This work addresses the challenges of external motion capture dependency, high visual latency, and low sample efficiency in open-world quadrupedal loco-manipulation by proposing a fully onboard, egocentric vision-based pick-and-place system. The approach leverages a lightweight geometric representation via Sigma Points to achieve native sim-to-real alignment and integrates an egocentric Kalman filter to deliver high-frequency state estimation, effectively bridging the gap between slow perception (5 Hz with 200 ms latency) and fast control. To enhance learning efficiency and robustness, the method introduces a Hint Poses–guided active sampling curriculum combined with a temporal encoding strategy. Relying solely on an open-vocabulary object detector, the system achieves human teleoperation–comparable performance across diverse dynamic manipulation tasks.
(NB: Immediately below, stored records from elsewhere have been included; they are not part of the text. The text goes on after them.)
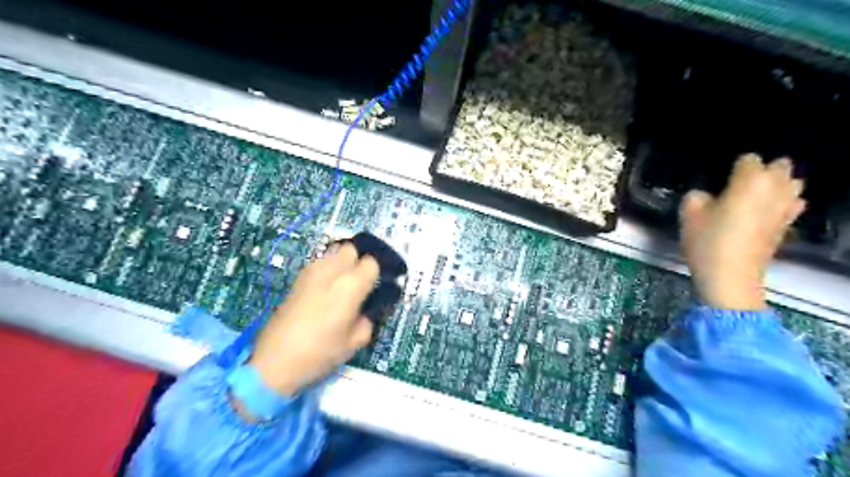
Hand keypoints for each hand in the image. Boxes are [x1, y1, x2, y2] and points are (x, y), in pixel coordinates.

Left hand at [248, 245, 376, 396]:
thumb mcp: (356, 341)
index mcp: (351, 285)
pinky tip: (325, 290)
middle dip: (358, 261)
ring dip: (342, 263)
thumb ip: (367, 319)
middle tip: (360, 283)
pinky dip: (327, 269)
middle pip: (352, 249)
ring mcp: (312, 271)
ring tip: (342, 285)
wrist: (275, 360)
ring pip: (334, 252)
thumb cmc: (321, 352)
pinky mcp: (298, 278)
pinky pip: (320, 263)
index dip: (376, 274)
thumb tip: (365, 309)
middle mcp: (332, 271)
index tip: (376, 287)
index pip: (372, 263)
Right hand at [682, 152, 805, 308]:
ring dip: (776, 184)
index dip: (733, 167)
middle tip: (737, 185)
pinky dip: (782, 202)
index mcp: (750, 181)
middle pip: (779, 166)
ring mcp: (786, 207)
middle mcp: (775, 188)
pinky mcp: (787, 224)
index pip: (748, 159)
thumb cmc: (707, 241)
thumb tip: (706, 195)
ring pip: (792, 183)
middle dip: (761, 171)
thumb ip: (697, 196)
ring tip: (753, 195)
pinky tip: (765, 211)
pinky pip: (793, 203)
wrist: (730, 276)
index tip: (720, 180)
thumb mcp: (688, 214)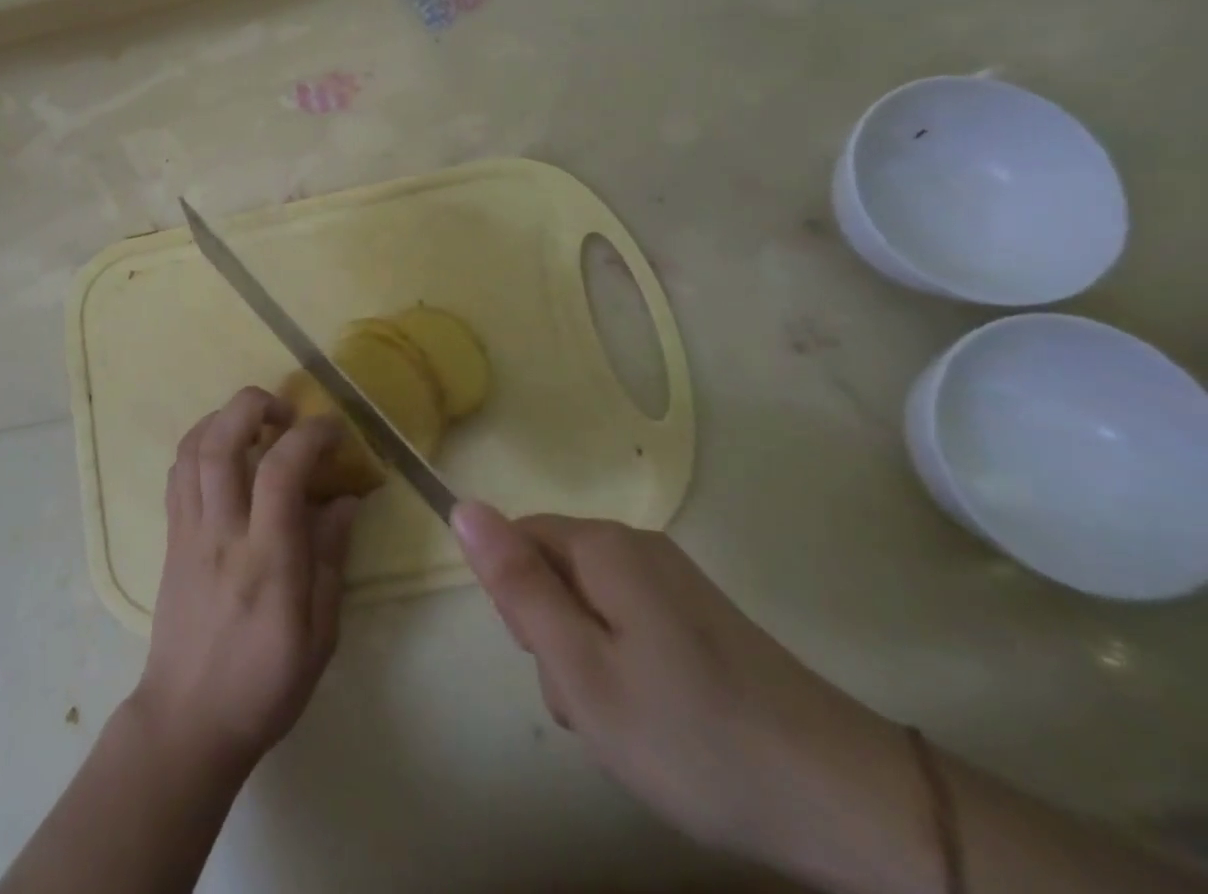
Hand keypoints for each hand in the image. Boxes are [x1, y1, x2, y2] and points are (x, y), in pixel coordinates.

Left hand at [130, 388, 360, 781]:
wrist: (187, 721)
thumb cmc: (264, 686)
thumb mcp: (320, 636)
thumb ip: (331, 559)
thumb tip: (345, 499)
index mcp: (266, 561)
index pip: (281, 471)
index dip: (310, 436)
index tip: (334, 430)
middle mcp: (221, 533)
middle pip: (221, 441)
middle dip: (253, 405)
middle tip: (286, 412)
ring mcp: (188, 530)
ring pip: (192, 448)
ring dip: (224, 417)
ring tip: (256, 424)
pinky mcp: (170, 536)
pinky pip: (178, 472)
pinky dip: (201, 444)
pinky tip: (225, 453)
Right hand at [452, 503, 919, 886]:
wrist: (844, 801)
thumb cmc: (690, 735)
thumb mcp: (581, 669)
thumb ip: (517, 585)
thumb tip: (462, 505)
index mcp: (603, 546)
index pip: (517, 539)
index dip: (518, 601)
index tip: (551, 659)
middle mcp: (636, 545)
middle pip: (553, 569)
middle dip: (553, 634)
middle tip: (593, 701)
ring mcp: (673, 579)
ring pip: (589, 602)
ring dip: (588, 657)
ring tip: (628, 722)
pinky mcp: (699, 615)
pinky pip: (628, 620)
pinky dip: (625, 665)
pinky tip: (658, 719)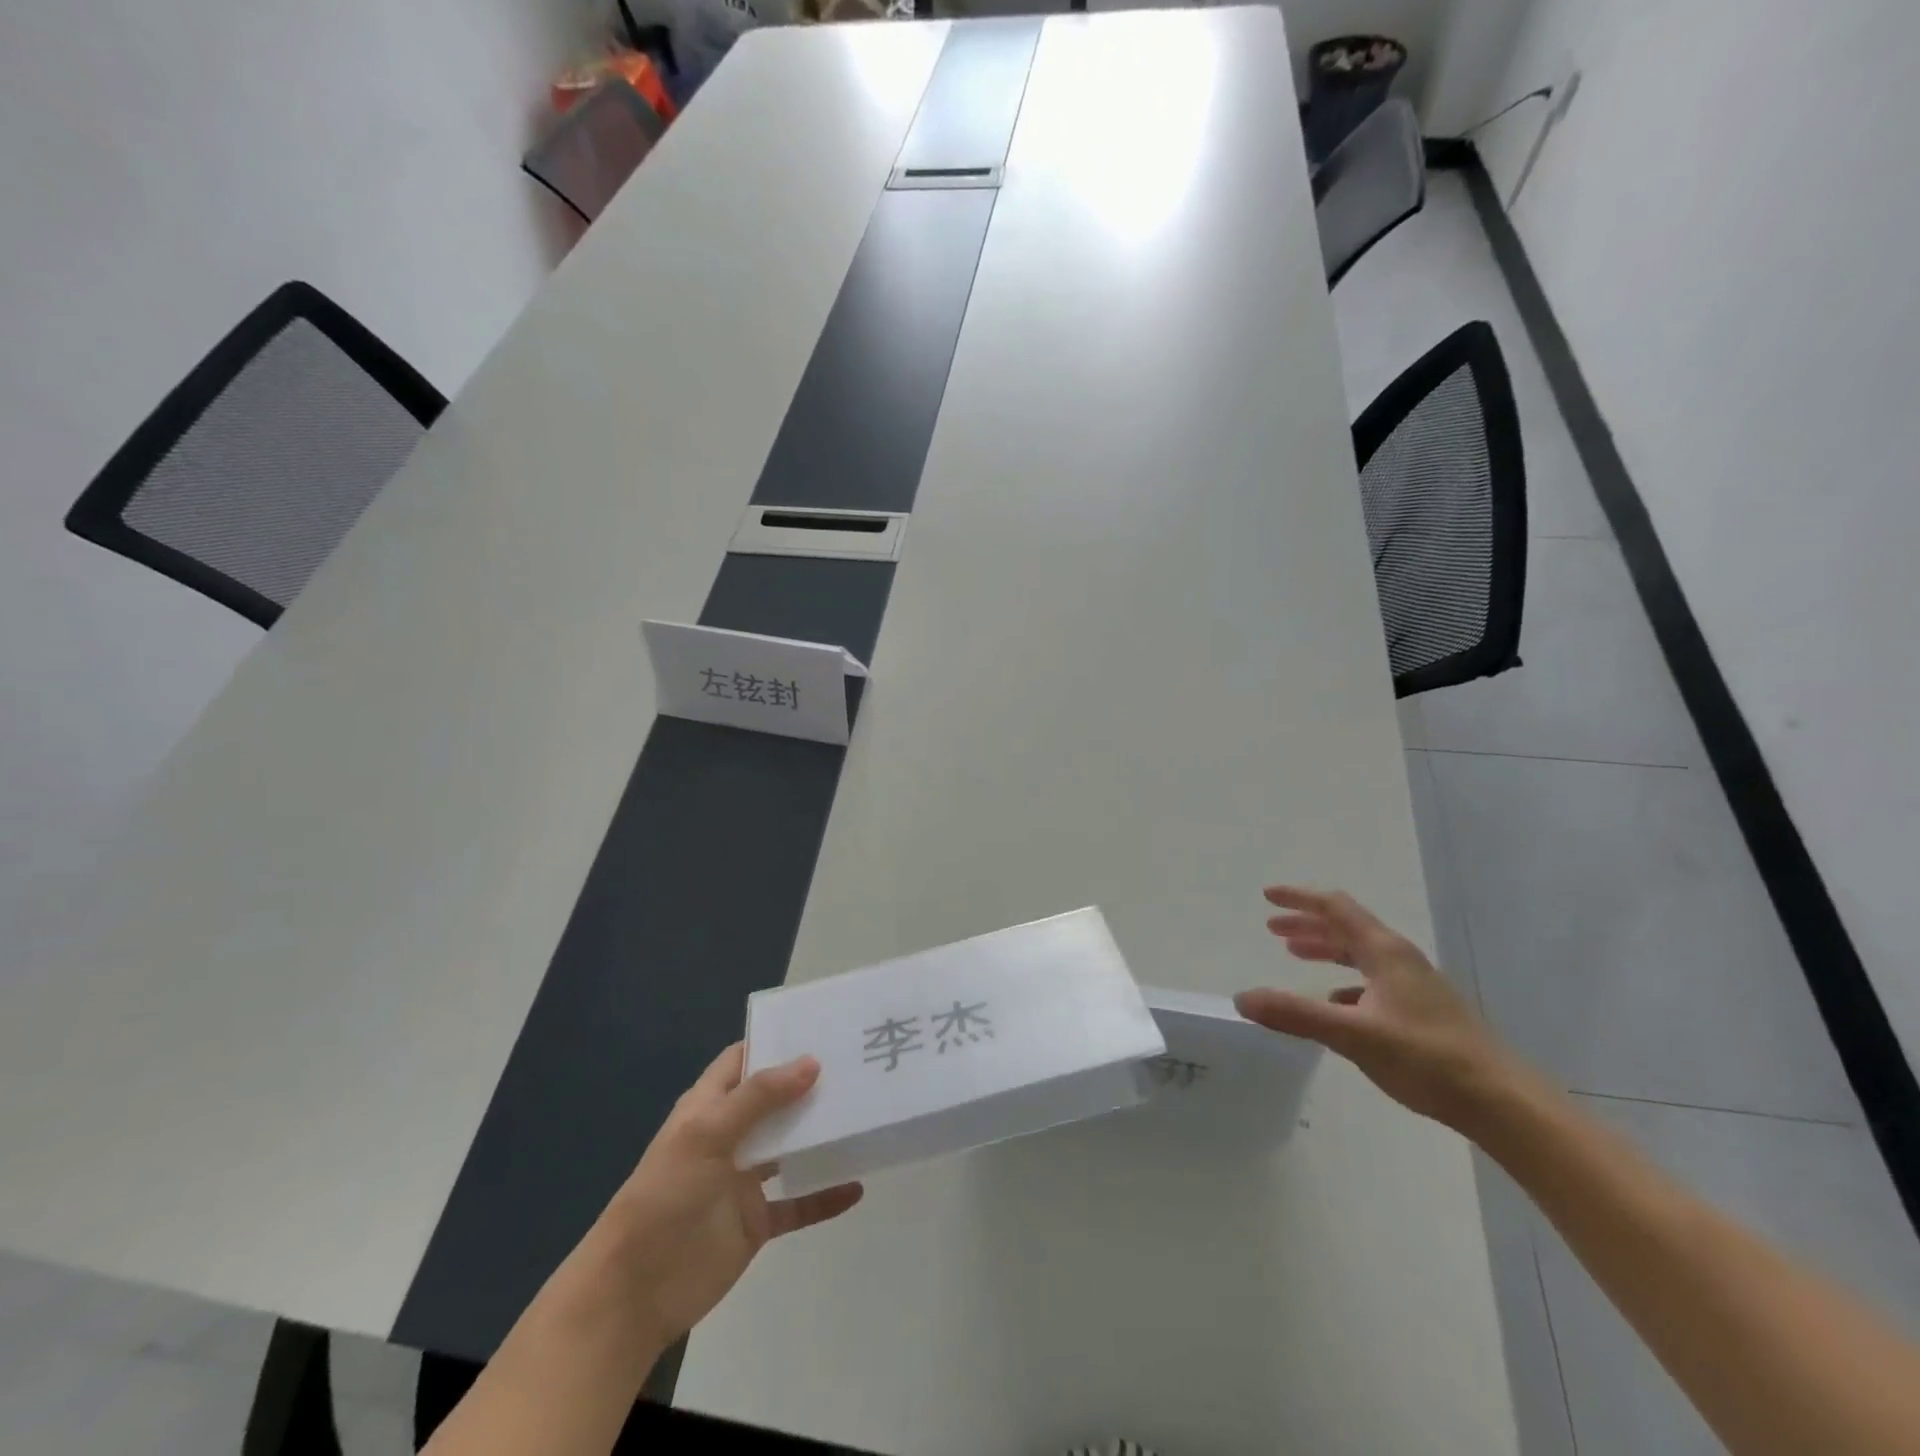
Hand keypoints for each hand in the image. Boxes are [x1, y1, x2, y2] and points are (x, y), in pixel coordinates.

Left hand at [600, 1043, 862, 1349]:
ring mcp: (744, 1180)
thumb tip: (812, 1062)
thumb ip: (759, 1097)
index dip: (774, 1041)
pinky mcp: (757, 1222)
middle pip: (775, 1100)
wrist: (635, 1293)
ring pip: (791, 1148)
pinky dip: (825, 1196)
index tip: (820, 1028)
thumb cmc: (665, 1196)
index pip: (743, 1060)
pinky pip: (798, 1204)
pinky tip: (856, 1188)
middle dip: (810, 1084)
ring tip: (865, 1114)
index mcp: (709, 1107)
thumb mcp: (706, 1134)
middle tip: (857, 1065)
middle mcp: (730, 1136)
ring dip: (821, 1135)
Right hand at [1234, 885, 1530, 1130]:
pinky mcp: (1422, 1013)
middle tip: (1272, 929)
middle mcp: (1399, 960)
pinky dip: (1344, 982)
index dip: (1299, 898)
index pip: (1335, 908)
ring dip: (1325, 949)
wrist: (1503, 1103)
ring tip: (1295, 955)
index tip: (1267, 895)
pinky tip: (1333, 1005)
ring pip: (1360, 955)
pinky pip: (1372, 982)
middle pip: (1347, 928)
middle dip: (1307, 924)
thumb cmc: (1427, 1058)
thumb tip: (1242, 998)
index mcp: (1385, 952)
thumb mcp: (1353, 1034)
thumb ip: (1296, 1015)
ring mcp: (1414, 986)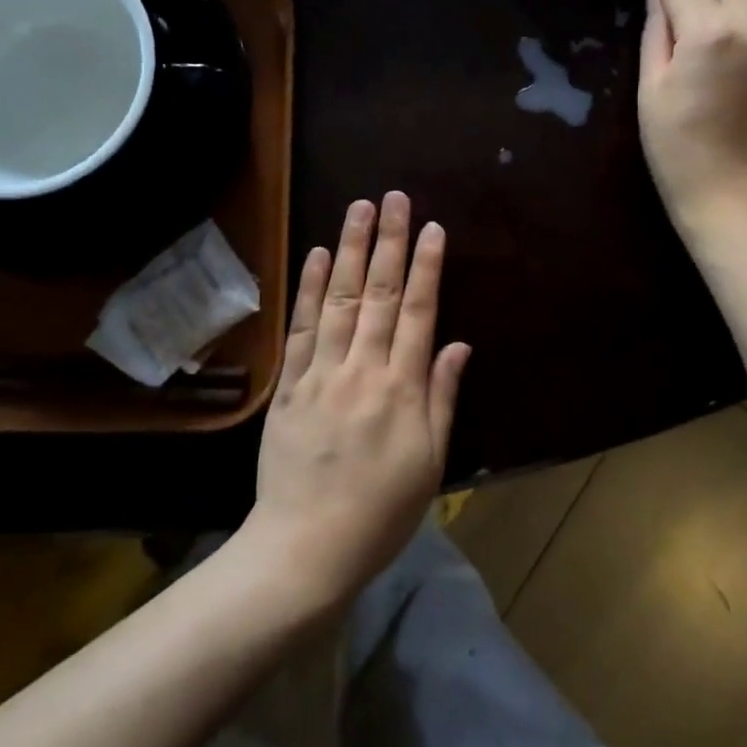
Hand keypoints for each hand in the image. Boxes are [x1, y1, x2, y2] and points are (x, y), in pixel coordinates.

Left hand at [240, 192, 470, 610]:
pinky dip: (310, 288)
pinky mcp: (289, 385)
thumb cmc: (380, 512)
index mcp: (402, 389)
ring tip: (359, 208)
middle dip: (391, 242)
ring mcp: (321, 373)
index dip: (427, 267)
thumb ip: (442, 397)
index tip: (433, 228)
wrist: (305, 549)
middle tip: (395, 197)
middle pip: (381, 294)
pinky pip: (302, 328)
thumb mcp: (429, 463)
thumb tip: (458, 344)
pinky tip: (319, 254)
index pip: (419, 312)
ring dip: (353, 249)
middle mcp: (363, 369)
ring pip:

Designing an open-world quadrupedal loco-manipulation system is highly challenging. Traditional reinforcement learning frameworks utilizing exteroception often suffer from extreme sample inefficiency and massive sim-to-real gaps. Furthermore, the inherent latency of visual tracking fundamentally conflicts with the high-frequency demands of precise floating-base control. Consequently, existing systems lean heavily on expensive external motion capture and off-board computation. To eliminate these dependencies, we present SigLoMa, a fully onboard, ego-centric vision-based pick-and-place framework. At the core of SigLoMa is the introduction of Sigma Points, a lightweight geometric representation for exteroception that guarantees high scalability and native sim-to-real alignment. To bridge the frequency divide between slow perception and fast control, we design an ego-centric Kalman Filter to provide robust, high-rate state estimation. On the learning front, we alleviate sample inefficiency via an Active Sampling Curriculum guided by Hint Poses, and tackle the robot's structural visual blind spots using temporal encoding coupled with simulated random-walk drift. Real-world experiments validate that, relying solely on a 5Hz (200 ms latency) open-vocabulary detector, SigLoMa successfully executes dynamic loco-manipulation across multiple tasks, achieving performance comparable to expert human teleoperation.